[YOUR TASK]
Every record must reappear in the answer exactly as given.

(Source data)
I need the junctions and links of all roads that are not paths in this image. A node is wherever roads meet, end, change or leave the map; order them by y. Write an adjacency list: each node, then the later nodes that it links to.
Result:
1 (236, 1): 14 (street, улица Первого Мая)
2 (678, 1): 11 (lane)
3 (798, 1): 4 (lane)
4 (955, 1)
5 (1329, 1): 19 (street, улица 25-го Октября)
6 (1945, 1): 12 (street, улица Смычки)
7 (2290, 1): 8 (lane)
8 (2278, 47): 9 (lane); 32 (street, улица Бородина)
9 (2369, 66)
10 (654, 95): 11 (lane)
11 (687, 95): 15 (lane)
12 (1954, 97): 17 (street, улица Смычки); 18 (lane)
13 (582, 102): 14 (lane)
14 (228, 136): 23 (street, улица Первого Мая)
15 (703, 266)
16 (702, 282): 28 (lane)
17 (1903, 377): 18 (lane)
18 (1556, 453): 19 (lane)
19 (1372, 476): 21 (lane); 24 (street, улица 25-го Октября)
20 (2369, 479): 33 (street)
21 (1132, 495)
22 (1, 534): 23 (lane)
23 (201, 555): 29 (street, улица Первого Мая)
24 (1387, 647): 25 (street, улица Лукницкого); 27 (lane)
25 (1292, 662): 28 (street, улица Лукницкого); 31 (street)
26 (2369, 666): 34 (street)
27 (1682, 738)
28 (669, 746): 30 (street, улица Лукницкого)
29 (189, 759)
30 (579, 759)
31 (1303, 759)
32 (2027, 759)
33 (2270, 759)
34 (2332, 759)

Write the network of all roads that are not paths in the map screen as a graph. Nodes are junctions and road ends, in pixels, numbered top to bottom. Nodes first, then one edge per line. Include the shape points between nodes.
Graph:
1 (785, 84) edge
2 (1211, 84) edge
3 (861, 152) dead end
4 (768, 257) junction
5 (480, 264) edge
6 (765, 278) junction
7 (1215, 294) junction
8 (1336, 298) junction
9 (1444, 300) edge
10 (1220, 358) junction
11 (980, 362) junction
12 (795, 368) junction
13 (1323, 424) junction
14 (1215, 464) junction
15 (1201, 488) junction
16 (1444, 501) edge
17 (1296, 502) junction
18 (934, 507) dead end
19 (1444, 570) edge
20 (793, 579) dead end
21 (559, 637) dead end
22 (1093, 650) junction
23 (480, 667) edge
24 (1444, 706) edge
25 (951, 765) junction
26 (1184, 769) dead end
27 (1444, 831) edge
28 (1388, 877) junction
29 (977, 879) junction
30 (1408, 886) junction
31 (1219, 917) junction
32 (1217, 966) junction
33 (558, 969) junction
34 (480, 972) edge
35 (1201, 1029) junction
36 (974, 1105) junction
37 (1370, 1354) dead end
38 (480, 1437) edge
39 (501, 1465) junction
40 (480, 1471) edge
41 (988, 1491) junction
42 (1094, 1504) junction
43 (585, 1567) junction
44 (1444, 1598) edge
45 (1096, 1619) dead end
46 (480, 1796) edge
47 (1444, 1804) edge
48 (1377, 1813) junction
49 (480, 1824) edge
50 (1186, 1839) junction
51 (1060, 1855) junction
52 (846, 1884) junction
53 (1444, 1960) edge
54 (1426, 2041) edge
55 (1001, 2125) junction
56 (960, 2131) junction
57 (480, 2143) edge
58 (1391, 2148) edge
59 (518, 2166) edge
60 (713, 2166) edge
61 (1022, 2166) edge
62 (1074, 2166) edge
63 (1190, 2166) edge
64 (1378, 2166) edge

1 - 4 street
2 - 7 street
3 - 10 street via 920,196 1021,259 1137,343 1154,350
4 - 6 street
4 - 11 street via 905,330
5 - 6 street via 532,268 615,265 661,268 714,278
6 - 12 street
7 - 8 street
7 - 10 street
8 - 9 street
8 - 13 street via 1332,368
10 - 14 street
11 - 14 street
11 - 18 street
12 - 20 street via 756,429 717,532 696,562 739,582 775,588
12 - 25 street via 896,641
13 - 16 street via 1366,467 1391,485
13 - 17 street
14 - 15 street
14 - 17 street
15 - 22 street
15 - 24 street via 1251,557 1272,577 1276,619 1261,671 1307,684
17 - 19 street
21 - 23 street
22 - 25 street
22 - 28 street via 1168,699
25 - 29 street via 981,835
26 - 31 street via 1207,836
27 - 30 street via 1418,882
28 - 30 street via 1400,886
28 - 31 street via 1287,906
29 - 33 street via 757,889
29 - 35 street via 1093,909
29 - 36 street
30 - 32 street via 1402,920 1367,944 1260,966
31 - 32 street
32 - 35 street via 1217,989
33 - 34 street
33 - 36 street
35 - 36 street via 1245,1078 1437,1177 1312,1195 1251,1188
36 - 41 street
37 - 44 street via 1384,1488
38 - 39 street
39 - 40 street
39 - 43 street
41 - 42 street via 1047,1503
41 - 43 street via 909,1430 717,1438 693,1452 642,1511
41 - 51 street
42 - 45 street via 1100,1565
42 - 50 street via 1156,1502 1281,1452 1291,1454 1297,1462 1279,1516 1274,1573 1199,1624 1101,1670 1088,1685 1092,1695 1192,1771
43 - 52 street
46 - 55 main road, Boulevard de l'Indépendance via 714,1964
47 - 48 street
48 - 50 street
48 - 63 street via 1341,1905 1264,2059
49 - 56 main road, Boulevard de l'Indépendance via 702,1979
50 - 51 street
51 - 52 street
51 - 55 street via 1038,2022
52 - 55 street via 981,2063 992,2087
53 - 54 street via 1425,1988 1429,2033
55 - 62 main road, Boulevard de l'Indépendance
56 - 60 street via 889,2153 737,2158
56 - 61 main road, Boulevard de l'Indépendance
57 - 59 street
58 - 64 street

[OUTPUT OF THE EXERCISE]
I need the junctions and links of all roads that are not paths in this image. A node is wherever roads meet, end, change or leave the map; order them by y. Write an adjacency list: each node, then the later nodes that it links to.
Result:
1 (236, 1): 14 (street, улица Первого Мая)
2 (678, 1): 11 (lane)
3 (798, 1): 4 (lane)
4 (955, 1)
5 (1329, 1): 19 (street, улица 25-го Октября)
6 (1945, 1): 12 (street, улица Смычки)
7 (2290, 1): 8 (lane)
8 (2278, 47): 9 (lane); 32 (street, улица Бородина)
9 (2369, 66)
10 (654, 95): 11 (lane)
11 (687, 95): 15 (lane)
12 (1954, 97): 17 (street, улица Смычки); 18 (lane)
13 (582, 102): 14 (lane)
14 (228, 136): 23 (street, улица Первого Мая)
15 (703, 266)
16 (702, 282): 28 (lane)
17 (1903, 377): 18 (lane)
18 (1556, 453): 19 (lane)
19 (1372, 476): 21 (lane); 24 (street, улица 25-го Октября)
20 (2369, 479): 33 (street)
21 (1132, 495)
22 (1, 534): 23 (lane)
23 (201, 555): 29 (street, улица Первого Мая)
24 (1387, 647): 25 (street, улица Лукницкого); 27 (lane)
25 (1292, 662): 28 (street, улица Лукницкого); 31 (street)
26 (2369, 666): 34 (street)
27 (1682, 738)
28 (669, 746): 30 (street, улица Лукницкого)
29 (189, 759)
30 (579, 759)
31 (1303, 759)
32 (2027, 759)
33 (2270, 759)
34 (2332, 759)

Write the network of all roads that are not paths in the map screen as a graph. Nodes are junctions and road ends, in pixels, numbered top to bottom. Nodes first, then one edge per line. Include the shape points between nodes.
Graph:
1 (785, 84) edge
2 (1211, 84) edge
3 (861, 152) dead end
4 (768, 257) junction
5 (480, 264) edge
6 (765, 278) junction
7 (1215, 294) junction
8 (1336, 298) junction
9 (1444, 300) edge
10 (1220, 358) junction
11 (980, 362) junction
12 (795, 368) junction
13 (1323, 424) junction
14 (1215, 464) junction
15 (1201, 488) junction
16 (1444, 501) edge
17 (1296, 502) junction
18 (934, 507) dead end
19 (1444, 570) edge
20 (793, 579) dead end
21 (559, 637) dead end
22 (1093, 650) junction
23 (480, 667) edge
24 (1444, 706) edge
25 (951, 765) junction
26 (1184, 769) dead end
27 (1444, 831) edge
28 (1388, 877) junction
29 (977, 879) junction
30 (1408, 886) junction
31 (1219, 917) junction
32 (1217, 966) junction
33 (558, 969) junction
34 (480, 972) edge
35 (1201, 1029) junction
36 (974, 1105) junction
37 (1370, 1354) dead end
38 (480, 1437) edge
39 (501, 1465) junction
40 (480, 1471) edge
41 (988, 1491) junction
42 (1094, 1504) junction
43 (585, 1567) junction
44 (1444, 1598) edge
45 (1096, 1619) dead end
46 (480, 1796) edge
47 (1444, 1804) edge
48 (1377, 1813) junction
49 (480, 1824) edge
50 (1186, 1839) junction
51 (1060, 1855) junction
52 (846, 1884) junction
53 (1444, 1960) edge
54 (1426, 2041) edge
55 (1001, 2125) junction
56 (960, 2131) junction
57 (480, 2143) edge
58 (1391, 2148) edge
59 (518, 2166) edge
60 (713, 2166) edge
61 (1022, 2166) edge
62 (1074, 2166) edge
63 (1190, 2166) edge
64 (1378, 2166) edge

1 - 4 street
2 - 7 street
3 - 10 street via 920,196 1021,259 1137,343 1154,350
4 - 6 street
4 - 11 street via 905,330
5 - 6 street via 532,268 615,265 661,268 714,278
6 - 12 street
7 - 8 street
7 - 10 street
8 - 9 street
8 - 13 street via 1332,368
10 - 14 street
11 - 14 street
11 - 18 street
12 - 20 street via 756,429 717,532 696,562 739,582 775,588
12 - 25 street via 896,641
13 - 16 street via 1366,467 1391,485
13 - 17 street
14 - 15 street
14 - 17 street
15 - 22 street
15 - 24 street via 1251,557 1272,577 1276,619 1261,671 1307,684
17 - 19 street
21 - 23 street
22 - 25 street
22 - 28 street via 1168,699
25 - 29 street via 981,835
26 - 31 street via 1207,836
27 - 30 street via 1418,882
28 - 30 street via 1400,886
28 - 31 street via 1287,906
29 - 33 street via 757,889
29 - 35 street via 1093,909
29 - 36 street
30 - 32 street via 1402,920 1367,944 1260,966
31 - 32 street
32 - 35 street via 1217,989
33 - 34 street
33 - 36 street
35 - 36 street via 1245,1078 1437,1177 1312,1195 1251,1188
36 - 41 street
37 - 44 street via 1384,1488
38 - 39 street
39 - 40 street
39 - 43 street
41 - 42 street via 1047,1503
41 - 43 street via 909,1430 717,1438 693,1452 642,1511
41 - 51 street
42 - 45 street via 1100,1565
42 - 50 street via 1156,1502 1281,1452 1291,1454 1297,1462 1279,1516 1274,1573 1199,1624 1101,1670 1088,1685 1092,1695 1192,1771
43 - 52 street
46 - 55 main road, Boulevard de l'Indépendance via 714,1964
47 - 48 street
48 - 50 street
48 - 63 street via 1341,1905 1264,2059
49 - 56 main road, Boulevard de l'Indépendance via 702,1979
50 - 51 street
51 - 52 street
51 - 55 street via 1038,2022
52 - 55 street via 981,2063 992,2087
53 - 54 street via 1425,1988 1429,2033
55 - 62 main road, Boulevard de l'Indépendance
56 - 60 street via 889,2153 737,2158
56 - 61 main road, Boulevard de l'Indépendance
57 - 59 street
58 - 64 street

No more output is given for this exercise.